:: EXTRACTED ENTRIES ::
----------

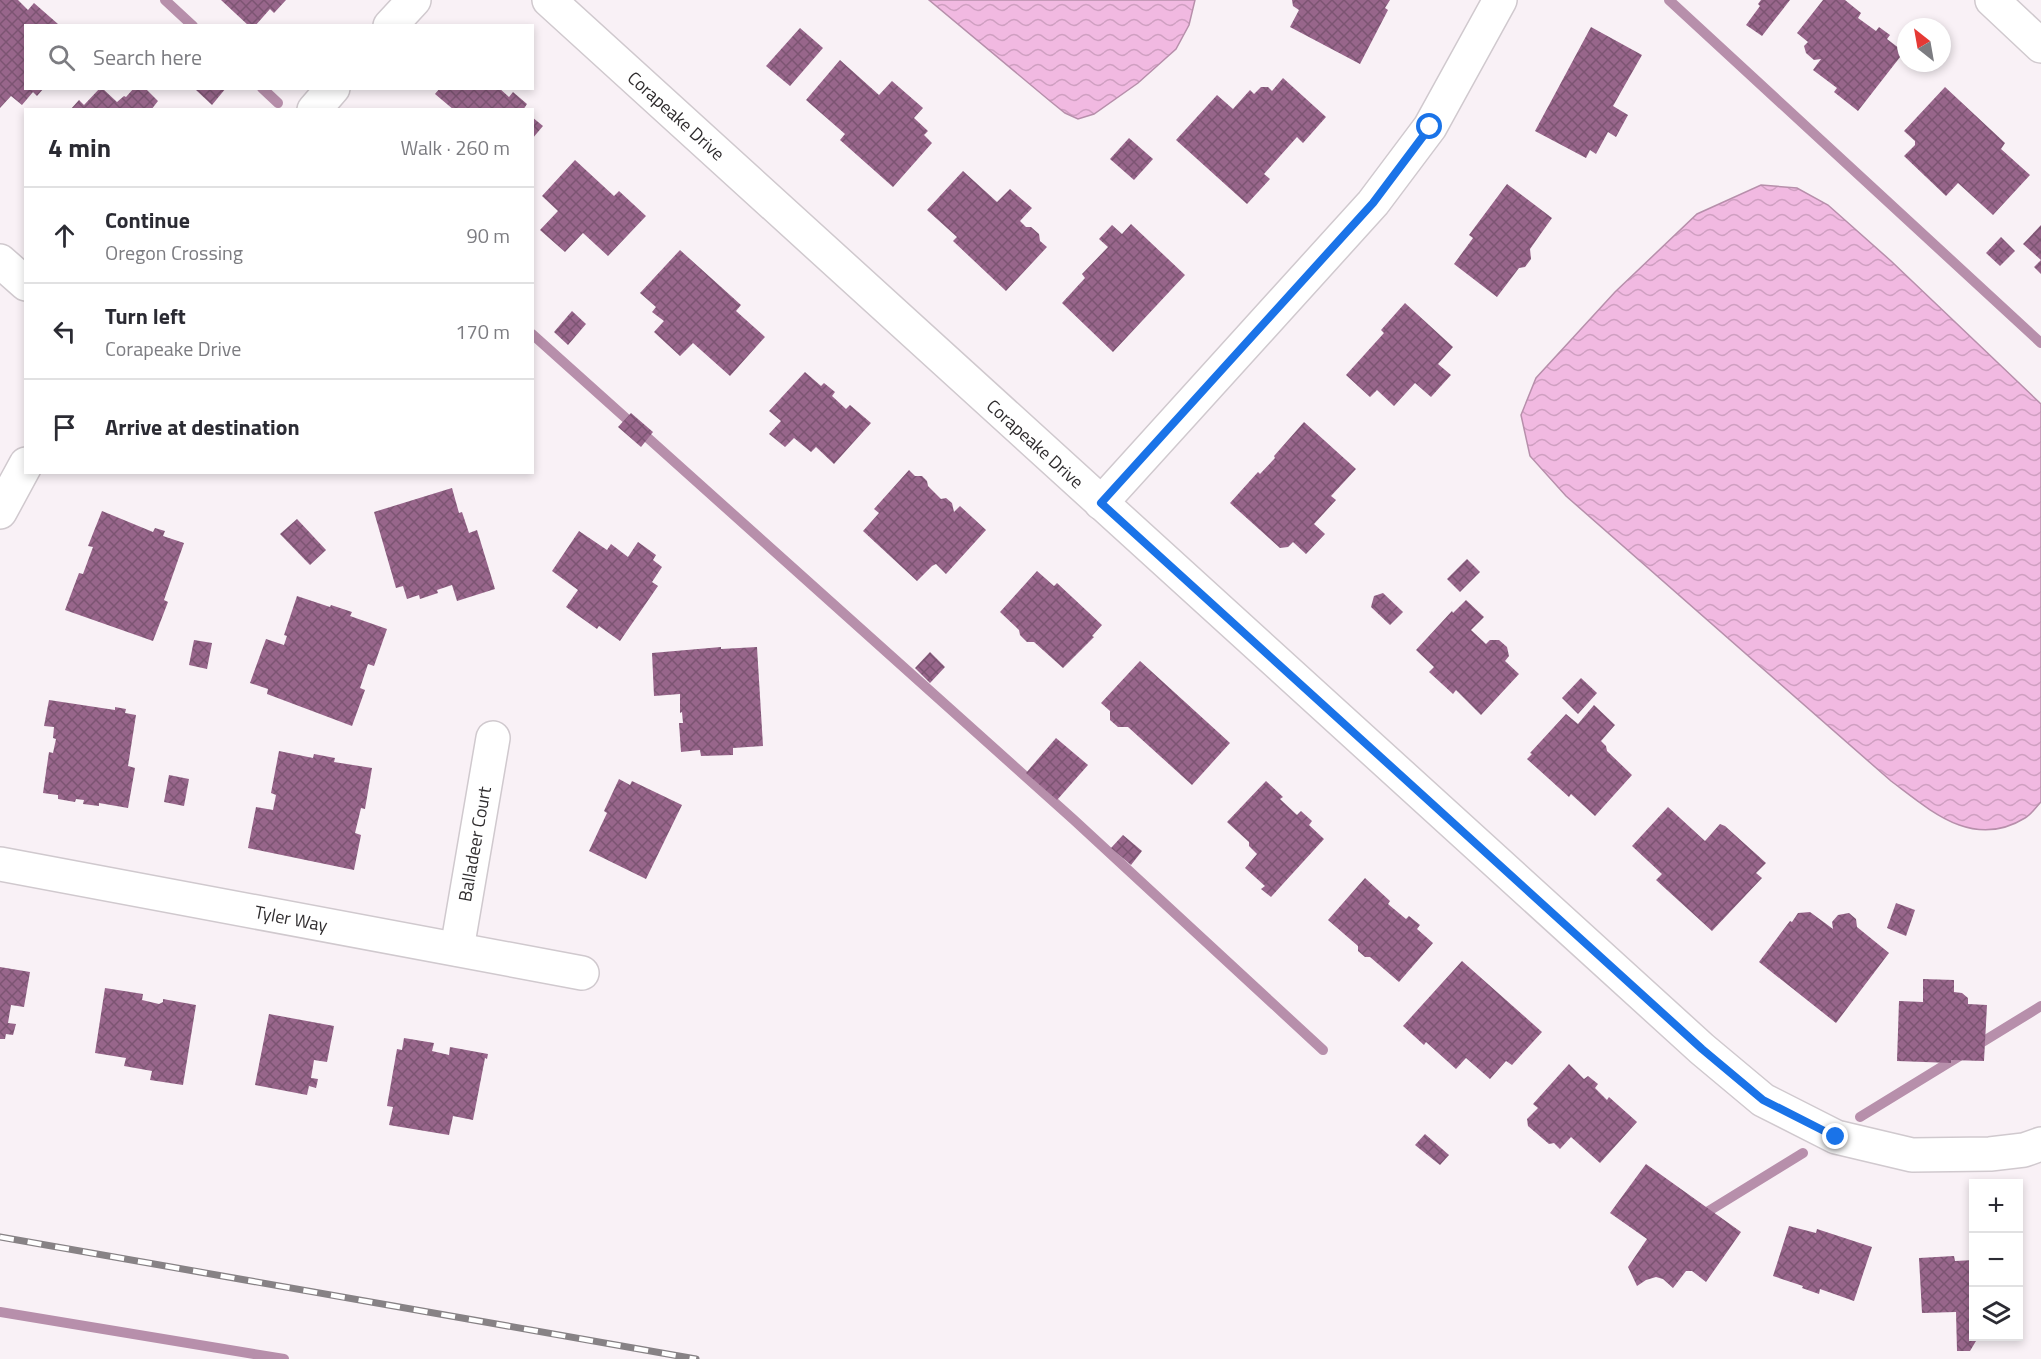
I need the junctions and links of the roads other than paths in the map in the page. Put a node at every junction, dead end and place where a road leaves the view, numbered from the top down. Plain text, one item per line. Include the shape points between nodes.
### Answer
1 (414, 0) edge
2 (549, 0) edge
3 (1500, 0) edge
4 (1992, 0) edge
5 (392, 24) edge
6 (2041, 46) edge
7 (331, 90) edge
8 (316, 108) edge
9 (0, 261) edge
10 (24, 282) edge
11 (24, 468) edge
12 (1101, 503) junction
13 (0, 512) edge
14 (493, 738) dead end
15 (0, 864) edge
16 (457, 950) junction
17 (582, 973) dead end
18 (2041, 1144) edge

1 - 5 street
2 - 12 street, Corapeake Drive
3 - 12 street via 1430,127 1373,203
4 - 6 street
7 - 8 street
9 - 10 street
11 - 13 street
12 - 18 street, Corapeake Drive via 1763,1100 1836,1137 1912,1155 1990,1154
14 - 16 street, Balladeer Court
15 - 16 street, Tyler Way
16 - 17 street, Tyler Way

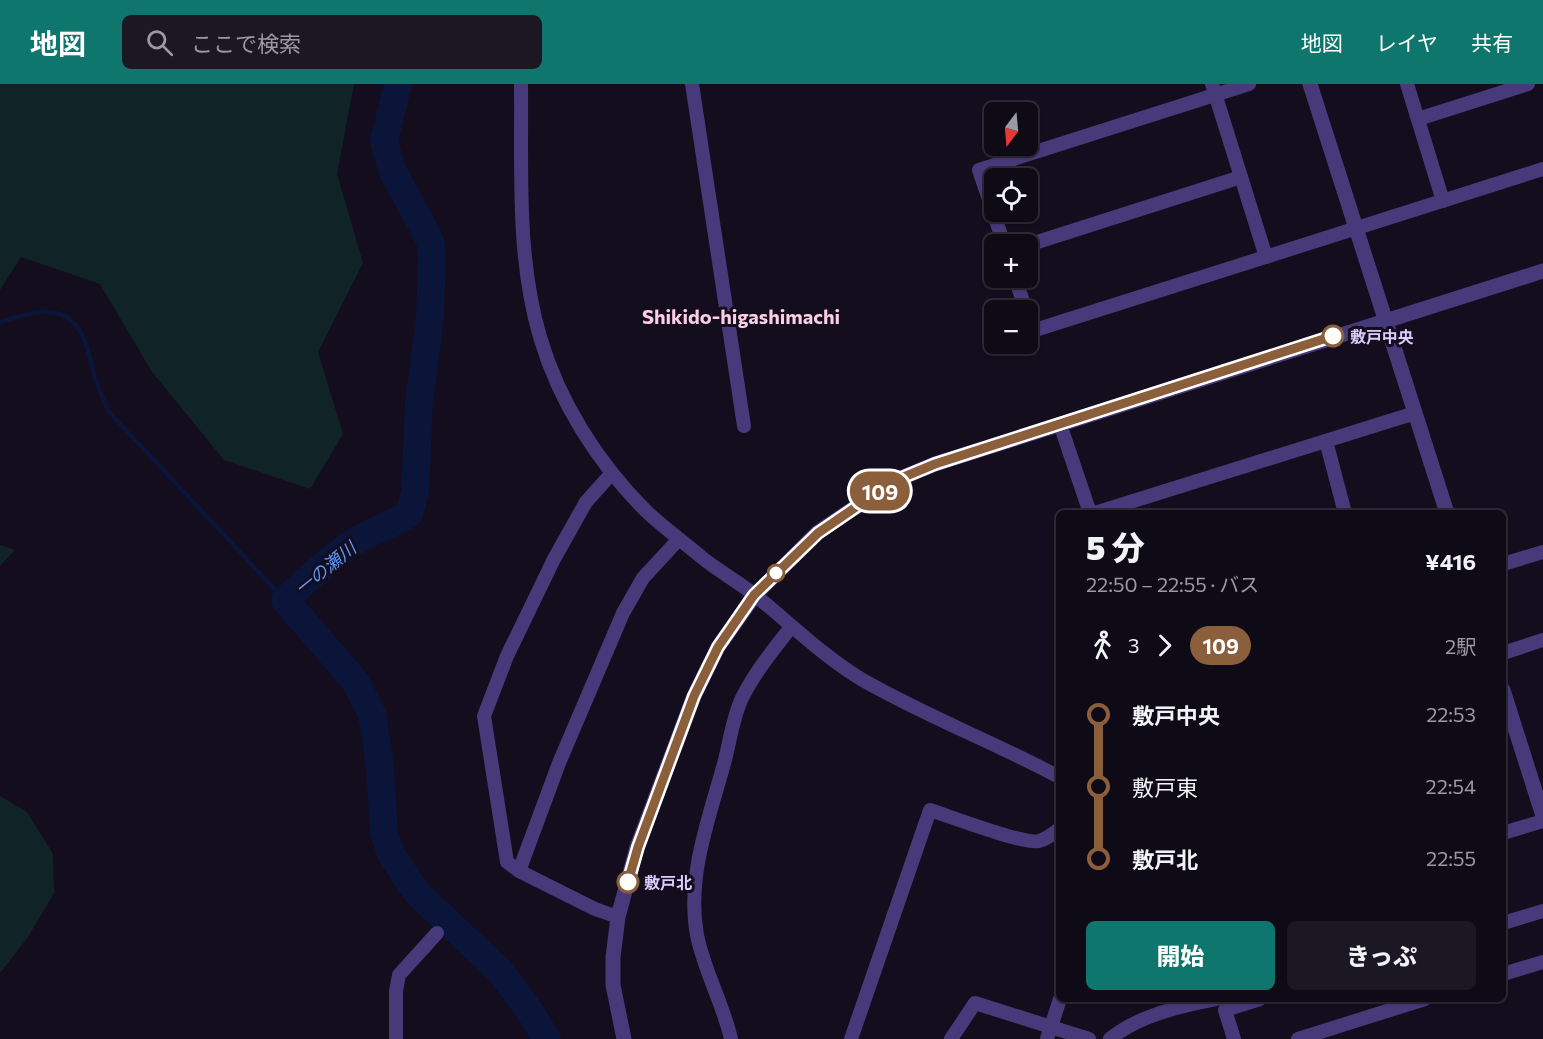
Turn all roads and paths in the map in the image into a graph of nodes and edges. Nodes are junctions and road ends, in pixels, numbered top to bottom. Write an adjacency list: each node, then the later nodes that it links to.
1 (520, 84): 23 (street)
2 (692, 84): 20 (street)
3 (1249, 84): 7 (street)
4 (1310, 84): 12 (street)
5 (1407, 84): 8 (street)
6 (1528, 84): 8 (street)
7 (1214, 89): 10 (street); 13 (street)
8 (1418, 119): 11 (street)
9 (1543, 169): 11 (street)
10 (1241, 177): 14 (street); 15 (street)
11 (1443, 201): 12 (street)
12 (1356, 228): 15 (street); 17 (street)
13 (1001, 234)
14 (1038, 242)
15 (1266, 257): 18 (street)
16 (1543, 270): 17 (street)
17 (1385, 320): 19 (street); 31 (street)
18 (1038, 329)
19 (1415, 413): 22 (street); 27 (street)
20 (744, 426)
21 (1063, 433): 24 (street)
22 (1326, 441): 25 (street); 26 (street)
23 (612, 473): 28 (street); 41 (street)
24 (1090, 510)
25 (1103, 510)
26 (1345, 510)
27 (1446, 510)
28 (679, 539): 31 (street); 41 (street)
29 (1543, 552): 30 (street)
30 (1506, 563)
31 (754, 595): 32 (street); 43 (street)
32 (791, 627): 36 (street); 55 (street)
33 (1543, 640): 34 (street)
34 (1506, 652)
35 (1506, 699): 37 (street)
36 (1056, 775)
37 (1543, 816)
38 (1543, 821): 40 (street)
39 (1056, 832): 56 (street)
40 (1506, 832)
41 (519, 871): 43 (street)
42 (1543, 911): 44 (street)
43 (618, 917): 54 (street)
44 (1506, 922)
45 (437, 933): 53 (street)
46 (1543, 962): 47 (street)
47 (1506, 973)
48 (1059, 1002): 52 (street)
49 (1200, 1002): 59 (street)
50 (1250, 1002): 60 (street)
51 (1415, 1002): 61 (street)
52 (1049, 1033): 57 (street); 58 (street)
53 (396, 1039)
54 (624, 1039)
55 (731, 1039)
56 (851, 1039)
57 (951, 1039)
58 (1089, 1039)
59 (1110, 1039)
60 (1234, 1039)
61 (1298, 1039)

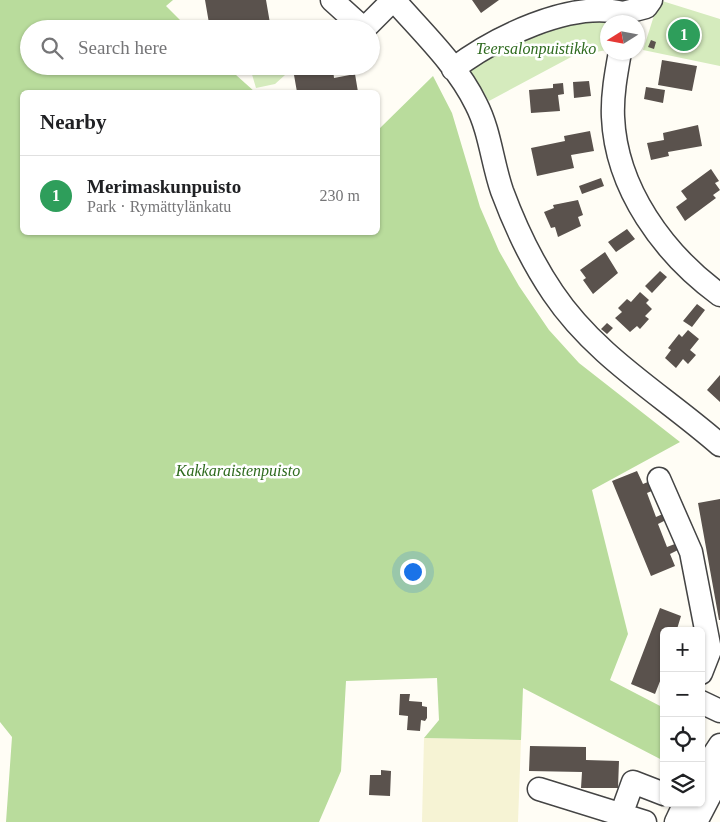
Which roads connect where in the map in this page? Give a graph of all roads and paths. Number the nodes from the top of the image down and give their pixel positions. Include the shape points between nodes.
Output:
1 (332, 0) edge
2 (394, 0) edge
3 (650, 0) edge
4 (620, 15) edge
5 (629, 15) edge
6 (355, 20) edge
7 (373, 20) edge
8 (618, 60) edge
9 (453, 69) junction
10 (720, 295) edge
11 (720, 445) edge
12 (659, 479) dead end
13 (701, 672) edge
14 (705, 704) edge
15 (720, 712) edge
16 (720, 745) edge
17 (705, 768) edge
18 (720, 776) edge
19 (539, 790) dead end
20 (660, 792) edge
21 (683, 807) edge
22 (621, 815) junction
23 (645, 822) edge
24 (676, 822) edge
25 (696, 822) edge

1 - 6 street
2 - 7 street
2 - 9 street
3 - 5 street via 646,7
4 - 9 street via 609,5 594,2 574,2 556,7 520,20
8 - 10 street via 613,118 619,154 630,189 675,255
9 - 11 street via 466,86 484,122 502,190 515,222 552,291 571,318 610,358
12 - 13 street via 691,552 710,650
14 - 15 street
16 - 17 street
18 - 25 street
19 - 22 street
20 - 22 street via 633,782
21 - 24 street
22 - 23 street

----------

:: WORK TO COMPLETE ::
The output is the stretch above from the line with "Turn all roads" through the line with "Which roads connect", copied word for word with both ends kept and every picture dropped.

:: RESPONSE BELOW ::
Turn all roads and paths in the map in the image into a graph of nodes and edges. Nodes are junctions and road ends, in pixels, numbered top to bottom. Write an adjacency list: each node, then the later nodes that it links to.
1 (520, 84): 23 (street)
2 (692, 84): 20 (street)
3 (1249, 84): 7 (street)
4 (1310, 84): 12 (street)
5 (1407, 84): 8 (street)
6 (1528, 84): 8 (street)
7 (1214, 89): 10 (street); 13 (street)
8 (1418, 119): 11 (street)
9 (1543, 169): 11 (street)
10 (1241, 177): 14 (street); 15 (street)
11 (1443, 201): 12 (street)
12 (1356, 228): 15 (street); 17 (street)
13 (1001, 234)
14 (1038, 242)
15 (1266, 257): 18 (street)
16 (1543, 270): 17 (street)
17 (1385, 320): 19 (street); 31 (street)
18 (1038, 329)
19 (1415, 413): 22 (street); 27 (street)
20 (744, 426)
21 (1063, 433): 24 (street)
22 (1326, 441): 25 (street); 26 (street)
23 (612, 473): 28 (street); 41 (street)
24 (1090, 510)
25 (1103, 510)
26 (1345, 510)
27 (1446, 510)
28 (679, 539): 31 (street); 41 (street)
29 (1543, 552): 30 (street)
30 (1506, 563)
31 (754, 595): 32 (street); 43 (street)
32 (791, 627): 36 (street); 55 (street)
33 (1543, 640): 34 (street)
34 (1506, 652)
35 (1506, 699): 37 (street)
36 (1056, 775)
37 (1543, 816)
38 (1543, 821): 40 (street)
39 (1056, 832): 56 (street)
40 (1506, 832)
41 (519, 871): 43 (street)
42 (1543, 911): 44 (street)
43 (618, 917): 54 (street)
44 (1506, 922)
45 (437, 933): 53 (street)
46 (1543, 962): 47 (street)
47 (1506, 973)
48 (1059, 1002): 52 (street)
49 (1200, 1002): 59 (street)
50 (1250, 1002): 60 (street)
51 (1415, 1002): 61 (street)
52 (1049, 1033): 57 (street); 58 (street)
53 (396, 1039)
54 (624, 1039)
55 (731, 1039)
56 (851, 1039)
57 (951, 1039)
58 (1089, 1039)
59 (1110, 1039)
60 (1234, 1039)
61 (1298, 1039)

Which roads connect where in the map in this page? Give a graph of all roads and paths. Number the nodes from the top of the image down and give their pixel positions. Include the shape points between nodes.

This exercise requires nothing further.